*** Opening RECORDS TO USE ***
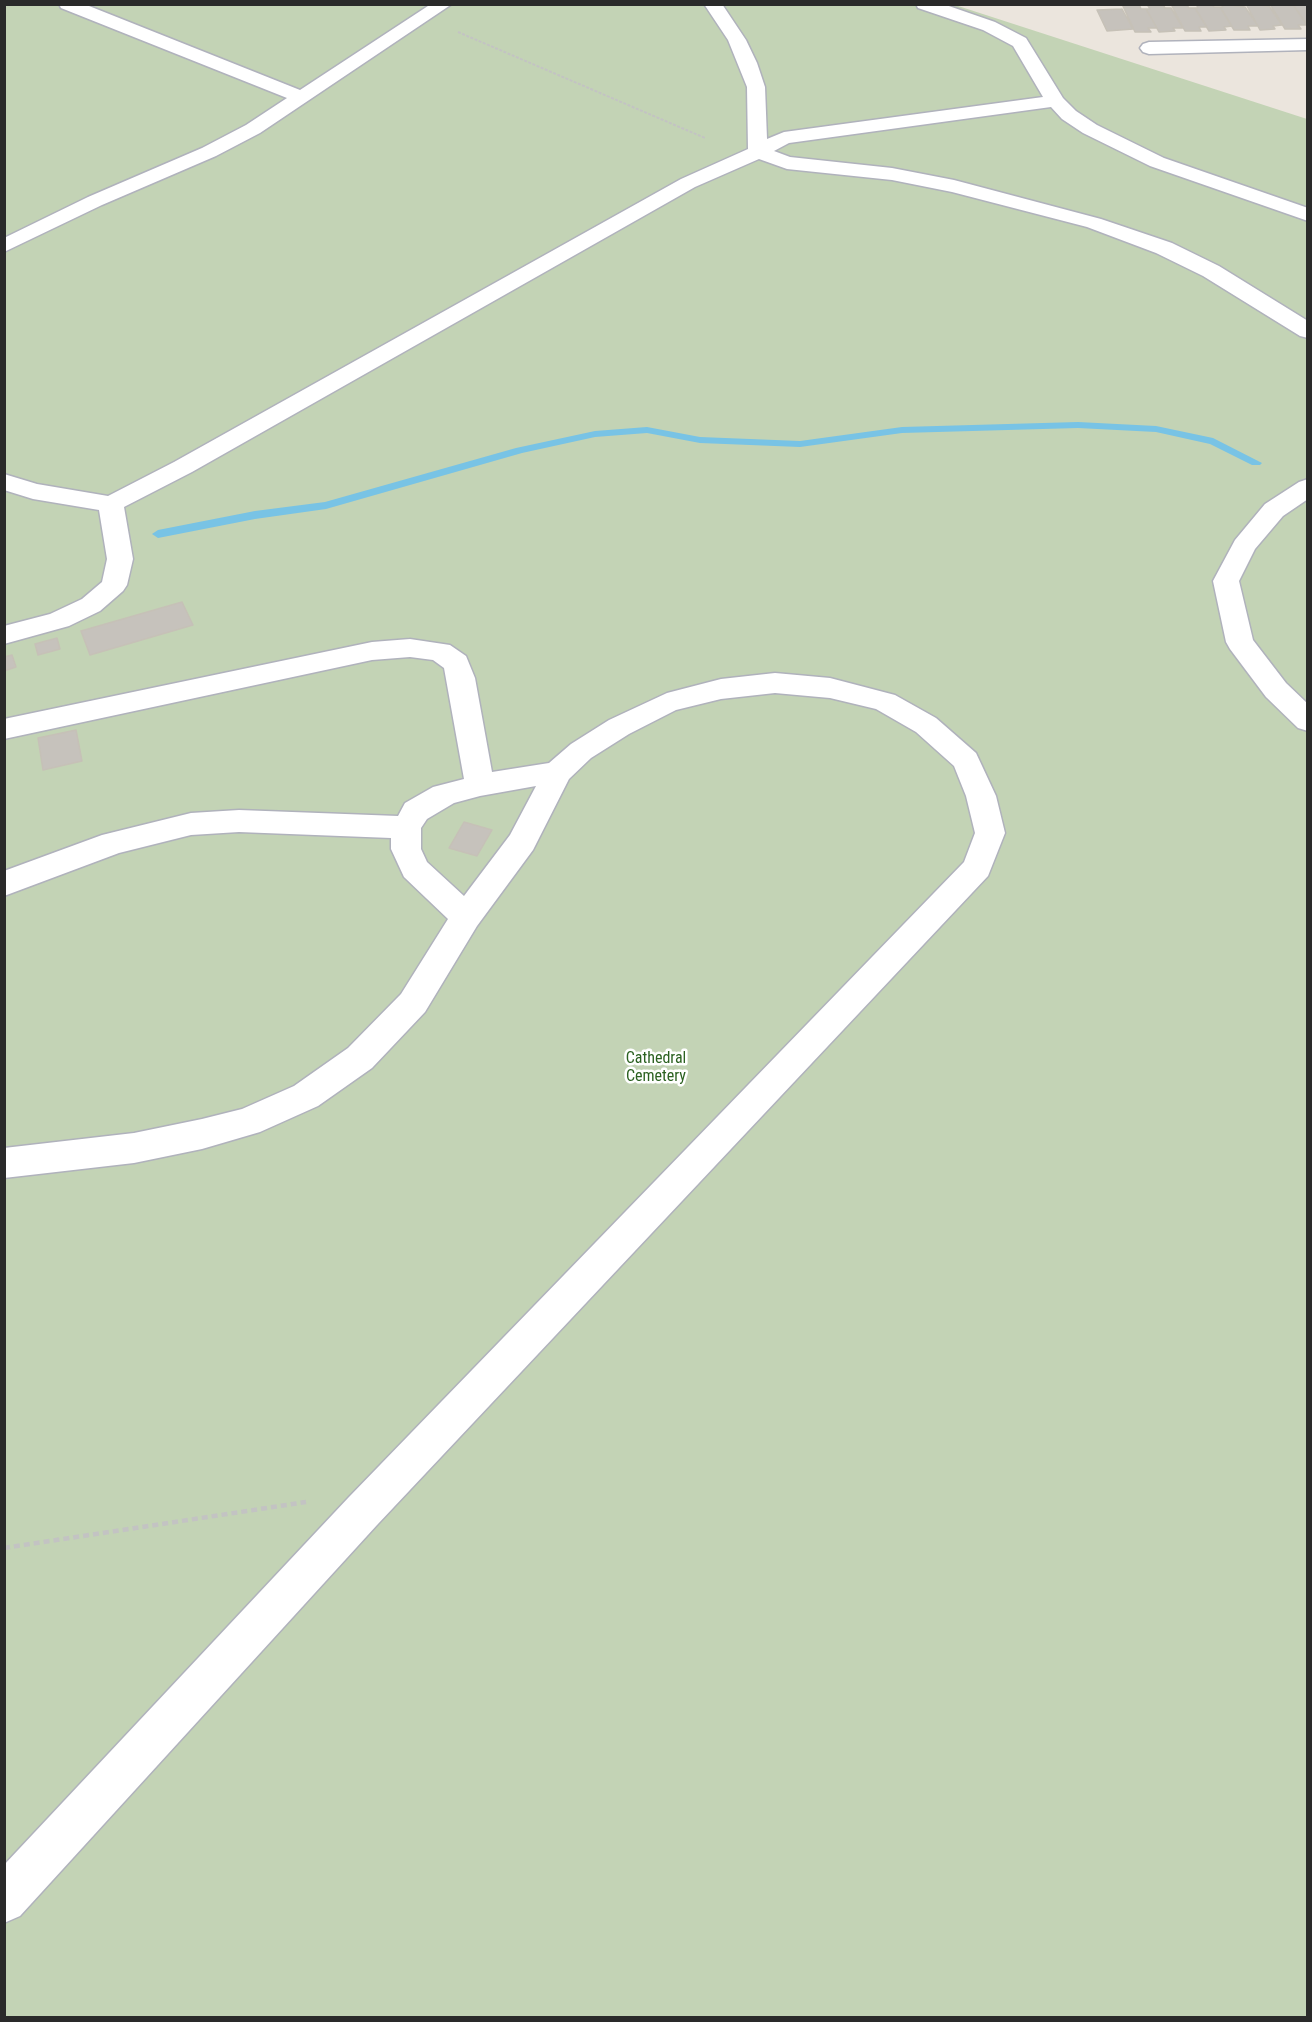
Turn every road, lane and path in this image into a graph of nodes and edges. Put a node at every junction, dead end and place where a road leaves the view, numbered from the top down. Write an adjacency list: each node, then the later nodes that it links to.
1 (67, 4): 8 (lane)
2 (444, 4): 5 (lane)
3 (713, 4): 10 (lane)
4 (924, 4): 9 (lane)
5 (424, 18): 8 (lane); 10 (path)
6 (1308, 44): 7 (lane)
7 (1149, 48)
8 (302, 97): 12 (lane)
9 (1055, 101): 10 (lane); 11 (lane)
10 (758, 152): 13 (lane); 16 (lane)
11 (1308, 215)
12 (4, 246)
13 (1308, 331)
14 (4, 481): 16 (lane)
15 (1308, 487): 18 (lane)
16 (111, 504): 17 (lane)
17 (4, 635)
18 (1308, 721)
19 (4, 729): 21 (lane)
20 (558, 772): 21 (lane); 24 (lane); 26 (lane)
21 (480, 785): 22 (lane)
22 (406, 827): 23 (lane); 24 (lane)
23 (4, 884)
24 (466, 916): 25 (lane)
25 (4, 1163)
26 (363, 1511): 27 (path); 28 (lane)
27 (4, 1548)
28 (4, 1900)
*** Closing RECORDS TO USE ***
ACTIVITY: Quote every line of the records above exactly; no picture is to be copied.

WRITTEN RESPONSE:
Turn every road, lane and path in this image into a graph of nodes and edges. Put a node at every junction, dead end and place where a road leaves the view, numbered from the top down. Write an adjacency list: each node, then the later nodes that it links to.
1 (67, 4): 8 (lane)
2 (444, 4): 5 (lane)
3 (713, 4): 10 (lane)
4 (924, 4): 9 (lane)
5 (424, 18): 8 (lane); 10 (path)
6 (1308, 44): 7 (lane)
7 (1149, 48)
8 (302, 97): 12 (lane)
9 (1055, 101): 10 (lane); 11 (lane)
10 (758, 152): 13 (lane); 16 (lane)
11 (1308, 215)
12 (4, 246)
13 (1308, 331)
14 (4, 481): 16 (lane)
15 (1308, 487): 18 (lane)
16 (111, 504): 17 (lane)
17 (4, 635)
18 (1308, 721)
19 (4, 729): 21 (lane)
20 (558, 772): 21 (lane); 24 (lane); 26 (lane)
21 (480, 785): 22 (lane)
22 (406, 827): 23 (lane); 24 (lane)
23 (4, 884)
24 (466, 916): 25 (lane)
25 (4, 1163)
26 (363, 1511): 27 (path); 28 (lane)
27 (4, 1548)
28 (4, 1900)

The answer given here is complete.